Repatriation of profits
The White House promised a one-off tax levy on overseas earnings to encourage companies to bring them home. US companies have an estimated $1.2 trillion stranded in offshore cash piles, money they do not want to bring home because it would be taxed at 35 per cent under current law.
Attempts to access this sum through other means have spurred numerous tax avoidance ruses, including the inversion deals US businesses have used to move their headquarters overseas. Mr Trump condemned those moves in his campaign. But knowing the likely effect of his one-off levy requires knowing the rate – and the White House has not put a number on it.
Mr Trump’s campaign tax plan said 10 per cent. House Republicans have taken a more nuanced approach: an 8.75 per cent rate on cash and a 3.5 per cent rate on earnings already invested in assets such as factories. On Wednesday Mr Mnuchin said only: “We’re working with the House and Senate on that, but I will say it will be a very competitive rate that will bring back trillions of dollars.”
Setting the rate too low would alienate Democrats opposed to any corporate giveaways. But setting it too high would upset pro-business Republicans who do not want to see companies punished.
Mr Trump’s team would telescope the number of individual income tax brackets from seven to three, lowering the top rate from 39.6 per cent to 35 per cent. Among the other key proposals are a boost to the standard deduction that reduces people’s taxable income, doubling the carve-out to the first $24,000 of a couple’s earnings.
Many other deductions are eliminated, but key deductions for mortgage interest and charitable contributions would remain. Among the other measures are the repeal of the estate tax and alternative minimum tax, which are unpopular with wealthy taxpayers, and the scrapping of an Obamacare-related investment income tax.
The change to the standard deduction would help ordinary families, but very wealthy families would benefit from the plan as well – in particular from the scrapping of the AMT, the investment income surtax, and the estate tax. The richest 10 per cent of taxpayers pay 90 per cent of estate taxes, according to the Tax Policy Center.
In addition, by marrying a top individual income tax rate of 35 per cent with a business tax rate of 15 per cent, Mr Trump would be creating a powerful incentive for wealthy individuals to put their assets into a company. Mr Mnuchin has said he wants to focus the benefits on ordinary businesses, but has not said how.
The deficit impact
Given the thin detail in the proposals, Republicans were on Wednesday cautioning against attempts to cost up the package as if it were a traditional tax plan.

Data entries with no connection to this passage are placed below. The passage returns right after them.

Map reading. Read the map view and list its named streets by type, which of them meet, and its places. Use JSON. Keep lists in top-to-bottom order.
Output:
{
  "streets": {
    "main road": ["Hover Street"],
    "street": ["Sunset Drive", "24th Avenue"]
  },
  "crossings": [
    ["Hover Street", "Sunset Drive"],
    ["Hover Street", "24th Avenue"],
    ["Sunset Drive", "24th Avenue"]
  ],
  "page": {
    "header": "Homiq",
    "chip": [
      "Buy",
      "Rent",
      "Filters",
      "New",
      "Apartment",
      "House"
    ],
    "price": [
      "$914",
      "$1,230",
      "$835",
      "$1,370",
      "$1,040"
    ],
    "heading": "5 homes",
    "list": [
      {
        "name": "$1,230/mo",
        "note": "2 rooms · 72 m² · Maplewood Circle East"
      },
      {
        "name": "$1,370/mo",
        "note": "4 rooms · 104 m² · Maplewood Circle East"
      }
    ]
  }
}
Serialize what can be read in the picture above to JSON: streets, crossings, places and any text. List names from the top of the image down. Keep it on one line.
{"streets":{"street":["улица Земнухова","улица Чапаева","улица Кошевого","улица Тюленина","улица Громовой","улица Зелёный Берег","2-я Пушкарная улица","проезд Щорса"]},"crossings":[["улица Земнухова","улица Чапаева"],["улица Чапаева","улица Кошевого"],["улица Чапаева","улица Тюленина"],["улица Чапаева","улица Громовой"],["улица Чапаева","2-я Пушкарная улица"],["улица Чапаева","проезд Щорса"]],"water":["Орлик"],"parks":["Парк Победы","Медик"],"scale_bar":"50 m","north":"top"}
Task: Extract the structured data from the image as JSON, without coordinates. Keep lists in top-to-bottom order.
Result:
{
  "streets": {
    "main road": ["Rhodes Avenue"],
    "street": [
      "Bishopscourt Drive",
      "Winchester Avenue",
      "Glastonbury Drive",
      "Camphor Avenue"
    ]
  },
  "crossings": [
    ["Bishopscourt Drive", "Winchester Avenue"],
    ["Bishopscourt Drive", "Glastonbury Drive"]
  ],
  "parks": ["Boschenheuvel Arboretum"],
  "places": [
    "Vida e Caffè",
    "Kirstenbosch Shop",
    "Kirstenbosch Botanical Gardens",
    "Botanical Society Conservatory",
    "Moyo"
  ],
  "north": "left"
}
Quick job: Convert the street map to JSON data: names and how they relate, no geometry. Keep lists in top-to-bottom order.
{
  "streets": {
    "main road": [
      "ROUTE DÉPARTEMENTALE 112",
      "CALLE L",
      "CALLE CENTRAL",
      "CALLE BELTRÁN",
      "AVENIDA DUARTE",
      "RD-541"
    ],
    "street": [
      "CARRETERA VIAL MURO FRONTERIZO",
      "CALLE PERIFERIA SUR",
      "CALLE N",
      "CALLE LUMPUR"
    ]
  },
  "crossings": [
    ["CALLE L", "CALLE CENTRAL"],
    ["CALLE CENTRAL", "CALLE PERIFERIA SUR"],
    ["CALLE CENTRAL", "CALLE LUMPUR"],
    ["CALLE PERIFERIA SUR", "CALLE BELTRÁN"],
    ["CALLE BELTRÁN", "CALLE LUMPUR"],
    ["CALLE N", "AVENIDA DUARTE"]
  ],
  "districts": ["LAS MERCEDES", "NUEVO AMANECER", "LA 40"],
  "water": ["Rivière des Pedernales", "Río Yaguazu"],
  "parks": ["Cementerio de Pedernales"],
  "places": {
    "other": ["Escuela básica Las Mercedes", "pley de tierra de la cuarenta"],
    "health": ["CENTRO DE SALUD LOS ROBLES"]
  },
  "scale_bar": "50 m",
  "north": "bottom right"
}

Nevertheless, attempts to do so suggest it would be immensely costly if not offset by revenue-raising measures (or extraordinarily stellar growth).
The Committee for a Responsible Federal Budget estimated that over a 10-year period the proposals would lead to a loss of anywhere from $3 trillion to $7 trillion depending on how the details pan out. Among the most costly proposals is the corporate tax cut, which loses $2.2 trillion, the reduction in the tax rate on pass-through entities (that is, businesses that pass earnings to their owners as individuals), the doubling of the standard deduction, and the changes to the rates of individual income tax.
The plan’s defenders would argue this ignores the so-called dynamic effect of easing taxes – namely higher growth, which generates revenue. This is something Mr Mnuchin has repeatedly stressed, as he claims that his tax cuts would pay for themselves.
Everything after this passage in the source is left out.